- _TASK_
Could every line of the data be copied out once more, exactly?

___ EXERCISE INPUT ___

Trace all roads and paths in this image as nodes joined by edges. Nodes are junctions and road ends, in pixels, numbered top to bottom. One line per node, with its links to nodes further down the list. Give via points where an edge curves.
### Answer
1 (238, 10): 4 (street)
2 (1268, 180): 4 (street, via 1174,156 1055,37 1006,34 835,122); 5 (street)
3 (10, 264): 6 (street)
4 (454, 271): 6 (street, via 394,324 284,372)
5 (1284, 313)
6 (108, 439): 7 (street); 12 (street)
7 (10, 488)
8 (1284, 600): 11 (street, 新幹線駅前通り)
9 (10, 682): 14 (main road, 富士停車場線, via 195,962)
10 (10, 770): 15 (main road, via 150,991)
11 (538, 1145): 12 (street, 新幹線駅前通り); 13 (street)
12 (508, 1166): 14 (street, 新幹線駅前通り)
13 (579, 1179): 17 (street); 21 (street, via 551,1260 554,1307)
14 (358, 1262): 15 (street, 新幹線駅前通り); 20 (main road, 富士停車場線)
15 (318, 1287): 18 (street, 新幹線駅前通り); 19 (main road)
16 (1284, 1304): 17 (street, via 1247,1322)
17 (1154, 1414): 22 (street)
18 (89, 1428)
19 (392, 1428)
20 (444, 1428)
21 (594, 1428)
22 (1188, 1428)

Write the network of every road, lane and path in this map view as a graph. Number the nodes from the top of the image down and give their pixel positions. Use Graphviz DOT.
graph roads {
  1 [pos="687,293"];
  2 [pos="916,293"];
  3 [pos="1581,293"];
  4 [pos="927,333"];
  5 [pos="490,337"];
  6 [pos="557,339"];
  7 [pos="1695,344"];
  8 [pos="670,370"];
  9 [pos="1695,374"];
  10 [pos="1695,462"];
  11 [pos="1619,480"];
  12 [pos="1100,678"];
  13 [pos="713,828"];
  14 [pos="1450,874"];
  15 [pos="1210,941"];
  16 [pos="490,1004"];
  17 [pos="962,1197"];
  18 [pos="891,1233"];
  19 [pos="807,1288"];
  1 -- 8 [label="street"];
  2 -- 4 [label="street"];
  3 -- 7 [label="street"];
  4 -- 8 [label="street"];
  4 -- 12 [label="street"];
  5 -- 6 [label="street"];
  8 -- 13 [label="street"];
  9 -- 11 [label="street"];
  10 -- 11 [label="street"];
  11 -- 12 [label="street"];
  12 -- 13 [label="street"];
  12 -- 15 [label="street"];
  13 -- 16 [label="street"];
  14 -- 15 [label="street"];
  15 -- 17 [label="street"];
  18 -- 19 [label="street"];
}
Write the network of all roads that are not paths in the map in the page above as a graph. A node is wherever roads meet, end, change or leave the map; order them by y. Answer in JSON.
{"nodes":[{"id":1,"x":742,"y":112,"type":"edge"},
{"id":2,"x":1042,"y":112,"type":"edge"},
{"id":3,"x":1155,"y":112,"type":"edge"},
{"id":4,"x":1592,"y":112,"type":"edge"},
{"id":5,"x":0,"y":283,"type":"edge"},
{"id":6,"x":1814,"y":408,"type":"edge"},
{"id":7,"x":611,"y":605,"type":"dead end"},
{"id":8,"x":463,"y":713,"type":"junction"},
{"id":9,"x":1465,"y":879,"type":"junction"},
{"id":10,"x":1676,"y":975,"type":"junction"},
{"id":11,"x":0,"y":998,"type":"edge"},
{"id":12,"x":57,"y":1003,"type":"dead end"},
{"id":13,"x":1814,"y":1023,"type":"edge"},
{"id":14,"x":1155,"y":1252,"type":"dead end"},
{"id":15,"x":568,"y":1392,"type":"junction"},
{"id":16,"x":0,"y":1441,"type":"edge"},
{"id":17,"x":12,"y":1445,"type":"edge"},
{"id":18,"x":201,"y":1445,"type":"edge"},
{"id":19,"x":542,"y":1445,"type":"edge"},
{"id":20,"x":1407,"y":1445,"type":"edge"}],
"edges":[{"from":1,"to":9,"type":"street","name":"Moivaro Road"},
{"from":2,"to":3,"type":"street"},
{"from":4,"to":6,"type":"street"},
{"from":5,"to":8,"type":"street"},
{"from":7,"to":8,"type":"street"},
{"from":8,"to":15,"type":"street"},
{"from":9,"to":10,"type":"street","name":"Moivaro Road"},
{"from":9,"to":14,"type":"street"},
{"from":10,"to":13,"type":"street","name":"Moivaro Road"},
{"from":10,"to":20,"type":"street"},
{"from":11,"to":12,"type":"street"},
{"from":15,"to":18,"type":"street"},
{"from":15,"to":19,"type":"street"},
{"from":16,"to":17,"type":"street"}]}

___

- _ANSWER TO THIS EXERCISE_
Trace all roads and paths in this image as nodes joined by edges. Nodes are junctions and road ends, in pixels, numbered top to bottom. One line per node, with its links to nodes further down the list. Give via points where an edge curves.
### Answer
1 (238, 10): 4 (street)
2 (1268, 180): 4 (street, via 1174,156 1055,37 1006,34 835,122); 5 (street)
3 (10, 264): 6 (street)
4 (454, 271): 6 (street, via 394,324 284,372)
5 (1284, 313)
6 (108, 439): 7 (street); 12 (street)
7 (10, 488)
8 (1284, 600): 11 (street, 新幹線駅前通り)
9 (10, 682): 14 (main road, 富士停車場線, via 195,962)
10 (10, 770): 15 (main road, via 150,991)
11 (538, 1145): 12 (street, 新幹線駅前通り); 13 (street)
12 (508, 1166): 14 (street, 新幹線駅前通り)
13 (579, 1179): 17 (street); 21 (street, via 551,1260 554,1307)
14 (358, 1262): 15 (street, 新幹線駅前通り); 20 (main road, 富士停車場線)
15 (318, 1287): 18 (street, 新幹線駅前通り); 19 (main road)
16 (1284, 1304): 17 (street, via 1247,1322)
17 (1154, 1414): 22 (street)
18 (89, 1428)
19 (392, 1428)
20 (444, 1428)
21 (594, 1428)
22 (1188, 1428)

Write the network of every road, lane and path in this map view as a graph. Number the nodes from the top of the image down and give their pixel positions. Use Graphviz DOT.
graph roads {
  1 [pos="687,293"];
  2 [pos="916,293"];
  3 [pos="1581,293"];
  4 [pos="927,333"];
  5 [pos="490,337"];
  6 [pos="557,339"];
  7 [pos="1695,344"];
  8 [pos="670,370"];
  9 [pos="1695,374"];
  10 [pos="1695,462"];
  11 [pos="1619,480"];
  12 [pos="1100,678"];
  13 [pos="713,828"];
  14 [pos="1450,874"];
  15 [pos="1210,941"];
  16 [pos="490,1004"];
  17 [pos="962,1197"];
  18 [pos="891,1233"];
  19 [pos="807,1288"];
  1 -- 8 [label="street"];
  2 -- 4 [label="street"];
  3 -- 7 [label="street"];
  4 -- 8 [label="street"];
  4 -- 12 [label="street"];
  5 -- 6 [label="street"];
  8 -- 13 [label="street"];
  9 -- 11 [label="street"];
  10 -- 11 [label="street"];
  11 -- 12 [label="street"];
  12 -- 13 [label="street"];
  12 -- 15 [label="street"];
  13 -- 16 [label="street"];
  14 -- 15 [label="street"];
  15 -- 17 [label="street"];
  18 -- 19 [label="street"];
}
Write the network of all roads that are not paths in the map in the page above as a graph. A node is wherever roads meet, end, change or leave the map; order them by y. Answer in JSON.
{"nodes":[{"id":1,"x":742,"y":112,"type":"edge"},
{"id":2,"x":1042,"y":112,"type":"edge"},
{"id":3,"x":1155,"y":112,"type":"edge"},
{"id":4,"x":1592,"y":112,"type":"edge"},
{"id":5,"x":0,"y":283,"type":"edge"},
{"id":6,"x":1814,"y":408,"type":"edge"},
{"id":7,"x":611,"y":605,"type":"dead end"},
{"id":8,"x":463,"y":713,"type":"junction"},
{"id":9,"x":1465,"y":879,"type":"junction"},
{"id":10,"x":1676,"y":975,"type":"junction"},
{"id":11,"x":0,"y":998,"type":"edge"},
{"id":12,"x":57,"y":1003,"type":"dead end"},
{"id":13,"x":1814,"y":1023,"type":"edge"},
{"id":14,"x":1155,"y":1252,"type":"dead end"},
{"id":15,"x":568,"y":1392,"type":"junction"},
{"id":16,"x":0,"y":1441,"type":"edge"},
{"id":17,"x":12,"y":1445,"type":"edge"},
{"id":18,"x":201,"y":1445,"type":"edge"},
{"id":19,"x":542,"y":1445,"type":"edge"},
{"id":20,"x":1407,"y":1445,"type":"edge"}],
"edges":[{"from":1,"to":9,"type":"street","name":"Moivaro Road"},
{"from":2,"to":3,"type":"street"},
{"from":4,"to":6,"type":"street"},
{"from":5,"to":8,"type":"street"},
{"from":7,"to":8,"type":"street"},
{"from":8,"to":15,"type":"street"},
{"from":9,"to":10,"type":"street","name":"Moivaro Road"},
{"from":9,"to":14,"type":"street"},
{"from":10,"to":13,"type":"street","name":"Moivaro Road"},
{"from":10,"to":20,"type":"street"},
{"from":11,"to":12,"type":"street"},
{"from":15,"to":18,"type":"street"},
{"from":15,"to":19,"type":"street"},
{"from":16,"to":17,"type":"street"}]}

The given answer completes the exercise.